(Beginning of Source material)

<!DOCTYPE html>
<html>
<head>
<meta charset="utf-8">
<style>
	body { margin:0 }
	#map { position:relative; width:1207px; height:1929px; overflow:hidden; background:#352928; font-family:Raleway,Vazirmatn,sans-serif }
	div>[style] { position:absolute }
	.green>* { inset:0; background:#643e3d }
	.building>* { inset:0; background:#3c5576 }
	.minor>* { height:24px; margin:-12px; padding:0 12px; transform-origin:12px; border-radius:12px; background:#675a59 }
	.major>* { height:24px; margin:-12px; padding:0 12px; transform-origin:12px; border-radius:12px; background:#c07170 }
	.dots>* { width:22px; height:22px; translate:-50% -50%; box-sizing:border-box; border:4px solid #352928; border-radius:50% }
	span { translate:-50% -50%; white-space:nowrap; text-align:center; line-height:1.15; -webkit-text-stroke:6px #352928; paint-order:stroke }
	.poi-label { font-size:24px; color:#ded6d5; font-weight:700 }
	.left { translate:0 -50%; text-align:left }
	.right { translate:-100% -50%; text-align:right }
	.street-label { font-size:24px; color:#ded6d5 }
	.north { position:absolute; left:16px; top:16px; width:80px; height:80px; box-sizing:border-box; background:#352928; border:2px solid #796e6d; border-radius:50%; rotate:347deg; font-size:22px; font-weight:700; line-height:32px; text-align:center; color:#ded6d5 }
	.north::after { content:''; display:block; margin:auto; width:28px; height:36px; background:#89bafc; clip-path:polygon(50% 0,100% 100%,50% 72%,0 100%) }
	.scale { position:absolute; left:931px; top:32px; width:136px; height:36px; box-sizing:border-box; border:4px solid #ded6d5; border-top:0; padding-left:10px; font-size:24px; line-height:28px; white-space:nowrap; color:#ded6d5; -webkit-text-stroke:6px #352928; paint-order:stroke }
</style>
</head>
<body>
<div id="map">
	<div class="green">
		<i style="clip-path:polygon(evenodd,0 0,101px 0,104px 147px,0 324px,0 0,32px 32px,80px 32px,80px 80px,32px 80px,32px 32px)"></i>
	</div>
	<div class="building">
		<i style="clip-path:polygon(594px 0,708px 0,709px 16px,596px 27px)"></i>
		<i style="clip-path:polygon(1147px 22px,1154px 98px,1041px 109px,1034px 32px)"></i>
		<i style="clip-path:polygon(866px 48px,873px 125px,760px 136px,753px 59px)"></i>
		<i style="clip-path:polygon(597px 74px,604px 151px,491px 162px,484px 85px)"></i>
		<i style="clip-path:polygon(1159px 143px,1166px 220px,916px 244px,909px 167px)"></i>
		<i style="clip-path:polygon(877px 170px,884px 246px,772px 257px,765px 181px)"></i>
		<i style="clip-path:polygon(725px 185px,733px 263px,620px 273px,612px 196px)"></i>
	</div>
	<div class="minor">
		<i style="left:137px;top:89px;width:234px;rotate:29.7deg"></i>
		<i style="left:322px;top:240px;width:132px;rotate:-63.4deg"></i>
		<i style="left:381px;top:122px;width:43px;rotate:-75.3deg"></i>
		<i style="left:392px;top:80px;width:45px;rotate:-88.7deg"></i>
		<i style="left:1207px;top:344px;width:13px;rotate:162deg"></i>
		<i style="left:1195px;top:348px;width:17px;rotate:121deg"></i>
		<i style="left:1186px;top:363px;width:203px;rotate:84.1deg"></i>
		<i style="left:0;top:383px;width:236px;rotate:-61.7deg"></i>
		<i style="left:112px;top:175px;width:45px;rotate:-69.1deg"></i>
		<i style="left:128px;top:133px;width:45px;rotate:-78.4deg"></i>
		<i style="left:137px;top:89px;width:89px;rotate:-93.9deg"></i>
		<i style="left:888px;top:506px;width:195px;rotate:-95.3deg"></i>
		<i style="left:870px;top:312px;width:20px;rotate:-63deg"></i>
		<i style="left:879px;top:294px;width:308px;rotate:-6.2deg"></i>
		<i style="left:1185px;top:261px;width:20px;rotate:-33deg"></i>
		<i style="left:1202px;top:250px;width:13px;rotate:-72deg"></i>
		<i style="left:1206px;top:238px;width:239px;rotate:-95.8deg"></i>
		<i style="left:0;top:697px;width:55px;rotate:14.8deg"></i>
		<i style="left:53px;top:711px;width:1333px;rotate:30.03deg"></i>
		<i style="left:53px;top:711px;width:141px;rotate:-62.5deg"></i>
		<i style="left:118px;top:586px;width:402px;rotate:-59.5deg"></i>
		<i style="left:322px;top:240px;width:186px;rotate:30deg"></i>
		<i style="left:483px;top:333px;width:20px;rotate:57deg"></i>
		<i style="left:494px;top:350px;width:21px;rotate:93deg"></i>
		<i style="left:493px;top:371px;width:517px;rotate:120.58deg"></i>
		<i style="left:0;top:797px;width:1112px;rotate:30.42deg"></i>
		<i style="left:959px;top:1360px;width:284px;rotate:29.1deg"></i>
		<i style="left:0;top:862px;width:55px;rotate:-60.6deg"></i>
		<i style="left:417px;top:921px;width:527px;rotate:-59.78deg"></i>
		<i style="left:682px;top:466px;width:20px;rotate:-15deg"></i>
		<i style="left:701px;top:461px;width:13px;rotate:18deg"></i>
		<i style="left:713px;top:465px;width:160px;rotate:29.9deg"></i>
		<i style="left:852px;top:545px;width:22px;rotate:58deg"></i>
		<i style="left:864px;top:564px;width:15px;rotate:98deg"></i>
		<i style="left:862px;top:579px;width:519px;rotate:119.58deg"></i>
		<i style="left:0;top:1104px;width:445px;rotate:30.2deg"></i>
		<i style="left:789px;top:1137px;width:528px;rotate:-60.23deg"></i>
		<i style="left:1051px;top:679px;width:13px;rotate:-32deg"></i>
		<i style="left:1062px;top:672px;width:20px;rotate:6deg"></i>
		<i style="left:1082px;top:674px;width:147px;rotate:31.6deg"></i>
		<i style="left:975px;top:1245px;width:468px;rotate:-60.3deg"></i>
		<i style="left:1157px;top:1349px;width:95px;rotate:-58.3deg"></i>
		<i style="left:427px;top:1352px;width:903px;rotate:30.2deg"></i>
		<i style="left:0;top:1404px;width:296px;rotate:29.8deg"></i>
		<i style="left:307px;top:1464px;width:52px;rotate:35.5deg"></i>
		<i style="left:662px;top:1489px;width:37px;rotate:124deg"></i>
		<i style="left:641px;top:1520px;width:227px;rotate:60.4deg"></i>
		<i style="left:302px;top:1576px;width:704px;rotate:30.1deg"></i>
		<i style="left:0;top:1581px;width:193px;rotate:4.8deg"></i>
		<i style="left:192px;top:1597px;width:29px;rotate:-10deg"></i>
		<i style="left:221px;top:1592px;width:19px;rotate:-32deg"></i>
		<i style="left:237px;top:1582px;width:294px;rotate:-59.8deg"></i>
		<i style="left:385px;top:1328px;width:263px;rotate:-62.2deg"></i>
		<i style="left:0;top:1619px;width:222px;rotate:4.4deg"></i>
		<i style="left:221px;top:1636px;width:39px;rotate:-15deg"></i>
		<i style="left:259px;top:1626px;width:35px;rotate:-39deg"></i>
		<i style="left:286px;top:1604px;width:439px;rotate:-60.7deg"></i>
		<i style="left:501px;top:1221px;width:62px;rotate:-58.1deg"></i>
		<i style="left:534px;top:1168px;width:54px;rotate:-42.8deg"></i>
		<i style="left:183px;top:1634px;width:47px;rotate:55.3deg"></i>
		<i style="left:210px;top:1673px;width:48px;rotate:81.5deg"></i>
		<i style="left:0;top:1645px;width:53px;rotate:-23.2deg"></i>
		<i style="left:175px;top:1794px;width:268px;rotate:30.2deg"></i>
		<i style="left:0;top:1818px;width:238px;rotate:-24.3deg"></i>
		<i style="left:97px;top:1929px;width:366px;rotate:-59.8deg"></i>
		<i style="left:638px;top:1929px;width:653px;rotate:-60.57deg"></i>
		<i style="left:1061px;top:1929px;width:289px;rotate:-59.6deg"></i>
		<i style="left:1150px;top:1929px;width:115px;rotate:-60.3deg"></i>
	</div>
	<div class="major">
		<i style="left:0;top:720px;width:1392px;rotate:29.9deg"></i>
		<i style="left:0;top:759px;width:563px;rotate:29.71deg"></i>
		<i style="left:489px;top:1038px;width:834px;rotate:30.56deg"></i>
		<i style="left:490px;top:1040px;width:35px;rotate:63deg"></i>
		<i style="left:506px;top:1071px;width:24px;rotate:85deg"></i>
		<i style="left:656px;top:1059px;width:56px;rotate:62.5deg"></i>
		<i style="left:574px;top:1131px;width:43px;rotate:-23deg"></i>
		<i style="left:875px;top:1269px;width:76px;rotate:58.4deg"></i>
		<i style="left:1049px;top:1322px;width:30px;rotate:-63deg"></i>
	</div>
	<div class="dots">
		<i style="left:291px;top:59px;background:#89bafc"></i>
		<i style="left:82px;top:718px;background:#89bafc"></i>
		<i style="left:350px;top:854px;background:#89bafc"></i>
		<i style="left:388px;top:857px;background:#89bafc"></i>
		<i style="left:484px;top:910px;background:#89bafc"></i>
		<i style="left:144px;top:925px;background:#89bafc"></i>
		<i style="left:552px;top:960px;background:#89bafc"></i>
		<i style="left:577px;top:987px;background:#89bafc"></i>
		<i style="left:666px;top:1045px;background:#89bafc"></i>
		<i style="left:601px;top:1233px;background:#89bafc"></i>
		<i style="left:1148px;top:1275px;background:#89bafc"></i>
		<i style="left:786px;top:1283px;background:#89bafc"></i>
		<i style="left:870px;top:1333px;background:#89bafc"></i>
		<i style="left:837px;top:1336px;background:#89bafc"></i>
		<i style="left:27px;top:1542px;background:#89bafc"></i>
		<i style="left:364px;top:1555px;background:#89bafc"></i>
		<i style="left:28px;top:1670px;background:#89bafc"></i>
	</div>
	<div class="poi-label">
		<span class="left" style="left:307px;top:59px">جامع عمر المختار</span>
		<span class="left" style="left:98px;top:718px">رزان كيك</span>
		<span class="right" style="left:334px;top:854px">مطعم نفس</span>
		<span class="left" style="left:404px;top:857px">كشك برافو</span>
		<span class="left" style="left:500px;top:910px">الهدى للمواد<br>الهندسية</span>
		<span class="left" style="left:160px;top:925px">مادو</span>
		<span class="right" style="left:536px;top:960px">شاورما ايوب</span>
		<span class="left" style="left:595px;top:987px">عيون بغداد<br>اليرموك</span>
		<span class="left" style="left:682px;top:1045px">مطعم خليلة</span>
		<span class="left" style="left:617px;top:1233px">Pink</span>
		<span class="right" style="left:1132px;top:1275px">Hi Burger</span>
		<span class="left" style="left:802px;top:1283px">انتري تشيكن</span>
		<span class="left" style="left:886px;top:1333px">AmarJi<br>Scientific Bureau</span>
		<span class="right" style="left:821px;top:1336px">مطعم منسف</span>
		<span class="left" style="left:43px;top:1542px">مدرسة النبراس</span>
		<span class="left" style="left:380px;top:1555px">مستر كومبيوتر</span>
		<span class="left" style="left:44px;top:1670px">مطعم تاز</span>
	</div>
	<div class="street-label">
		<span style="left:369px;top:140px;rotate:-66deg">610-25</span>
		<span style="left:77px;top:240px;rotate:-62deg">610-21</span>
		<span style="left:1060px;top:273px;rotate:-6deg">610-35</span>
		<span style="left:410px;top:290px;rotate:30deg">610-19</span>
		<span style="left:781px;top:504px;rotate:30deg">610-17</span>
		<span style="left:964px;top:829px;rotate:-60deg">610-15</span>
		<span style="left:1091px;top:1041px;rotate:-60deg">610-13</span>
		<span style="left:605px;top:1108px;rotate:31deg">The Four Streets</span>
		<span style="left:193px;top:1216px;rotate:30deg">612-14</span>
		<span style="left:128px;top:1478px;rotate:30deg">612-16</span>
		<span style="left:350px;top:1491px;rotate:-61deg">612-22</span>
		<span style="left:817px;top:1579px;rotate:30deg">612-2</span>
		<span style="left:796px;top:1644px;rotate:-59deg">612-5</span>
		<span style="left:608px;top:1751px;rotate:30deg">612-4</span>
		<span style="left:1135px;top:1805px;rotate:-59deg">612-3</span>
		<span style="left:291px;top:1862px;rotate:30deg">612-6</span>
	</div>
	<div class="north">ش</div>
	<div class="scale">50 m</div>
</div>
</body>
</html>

(End of Source material)

■ Task ■
Although the records may continue, retype only the lines from the first one through the one containing "width:22px; height:22px; translate:-50%", exactly as they appear.

■ Reply to the exercise ■
<!DOCTYPE html>
<html>
<head>
<meta charset="utf-8">
<style>
	body { margin:0 }
	#map { position:relative; width:1207px; height:1929px; overflow:hidden; background:#352928; font-family:Raleway,Vazirmatn,sans-serif }
	div>[style] { position:absolute }
	.green>* { inset:0; background:#643e3d }
	.building>* { inset:0; background:#3c5576 }
	.minor>* { height:24px; margin:-12px; padding:0 12px; transform-origin:12px; border-radius:12px; background:#675a59 }
	.major>* { height:24px; margin:-12px; padding:0 12px; transform-origin:12px; border-radius:12px; background:#c07170 }
	.dots>* { width:22px; height:22px; translate:-50% -50%; box-sizing:border-box; border:4px solid #352928; border-radius:50% }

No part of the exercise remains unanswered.